[Supplied entries Boundary: Start]

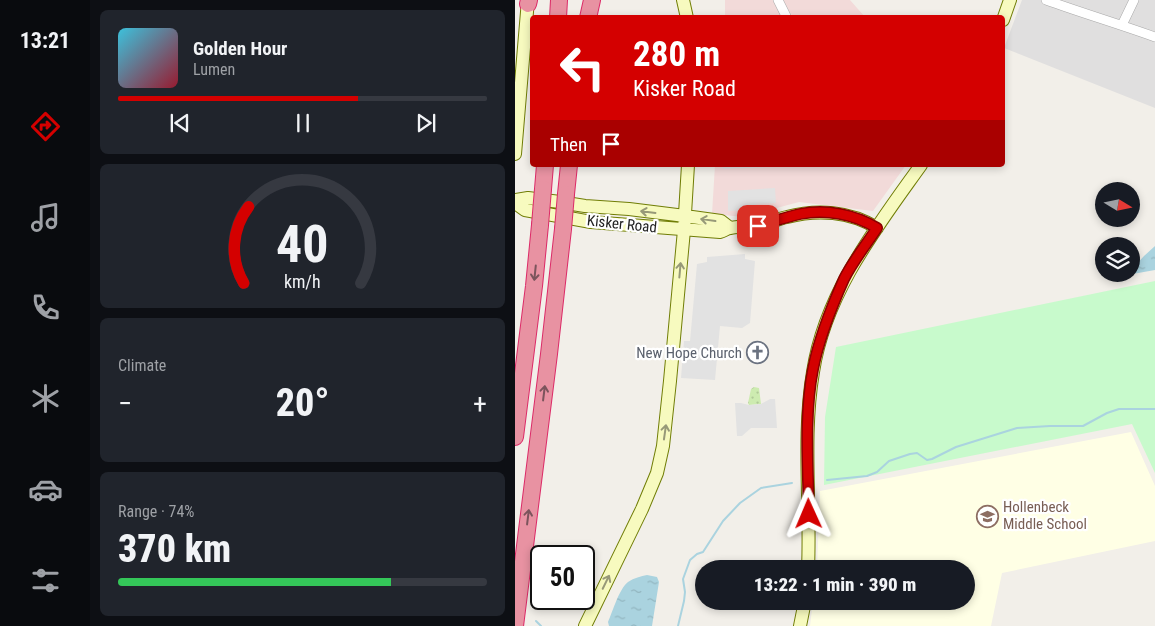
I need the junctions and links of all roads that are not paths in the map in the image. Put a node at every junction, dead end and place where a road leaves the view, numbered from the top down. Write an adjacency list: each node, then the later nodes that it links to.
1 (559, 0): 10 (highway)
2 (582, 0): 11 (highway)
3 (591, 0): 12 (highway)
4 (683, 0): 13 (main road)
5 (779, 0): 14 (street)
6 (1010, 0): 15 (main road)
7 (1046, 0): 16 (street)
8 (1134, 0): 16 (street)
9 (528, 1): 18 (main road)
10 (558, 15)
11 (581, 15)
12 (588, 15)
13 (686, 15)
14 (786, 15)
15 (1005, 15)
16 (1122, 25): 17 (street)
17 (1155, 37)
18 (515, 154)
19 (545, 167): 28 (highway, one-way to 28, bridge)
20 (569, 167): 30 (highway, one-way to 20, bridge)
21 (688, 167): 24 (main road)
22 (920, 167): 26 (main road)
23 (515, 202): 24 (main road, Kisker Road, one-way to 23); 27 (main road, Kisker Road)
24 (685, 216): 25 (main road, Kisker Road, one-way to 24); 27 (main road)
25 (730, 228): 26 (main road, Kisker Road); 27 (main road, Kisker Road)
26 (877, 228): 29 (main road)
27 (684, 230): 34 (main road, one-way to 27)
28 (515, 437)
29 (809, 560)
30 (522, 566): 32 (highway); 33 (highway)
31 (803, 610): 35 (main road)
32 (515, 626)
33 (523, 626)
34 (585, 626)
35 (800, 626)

[Supplied entries Boundary: End]

Activity: Return the data verbatim, leaving out the pictures it holds.

Answer to this task:
I need the junctions and links of all roads that are not paths in the map in the image. Put a node at every junction, dead end and place where a road leaves the view, numbered from the top down. Write an adjacency list: each node, then the later nodes that it links to.
1 (559, 0): 10 (highway)
2 (582, 0): 11 (highway)
3 (591, 0): 12 (highway)
4 (683, 0): 13 (main road)
5 (779, 0): 14 (street)
6 (1010, 0): 15 (main road)
7 (1046, 0): 16 (street)
8 (1134, 0): 16 (street)
9 (528, 1): 18 (main road)
10 (558, 15)
11 (581, 15)
12 (588, 15)
13 (686, 15)
14 (786, 15)
15 (1005, 15)
16 (1122, 25): 17 (street)
17 (1155, 37)
18 (515, 154)
19 (545, 167): 28 (highway, one-way to 28, bridge)
20 (569, 167): 30 (highway, one-way to 20, bridge)
21 (688, 167): 24 (main road)
22 (920, 167): 26 (main road)
23 (515, 202): 24 (main road, Kisker Road, one-way to 23); 27 (main road, Kisker Road)
24 (685, 216): 25 (main road, Kisker Road, one-way to 24); 27 (main road)
25 (730, 228): 26 (main road, Kisker Road); 27 (main road, Kisker Road)
26 (877, 228): 29 (main road)
27 (684, 230): 34 (main road, one-way to 27)
28 (515, 437)
29 (809, 560)
30 (522, 566): 32 (highway); 33 (highway)
31 (803, 610): 35 (main road)
32 (515, 626)
33 (523, 626)
34 (585, 626)
35 (800, 626)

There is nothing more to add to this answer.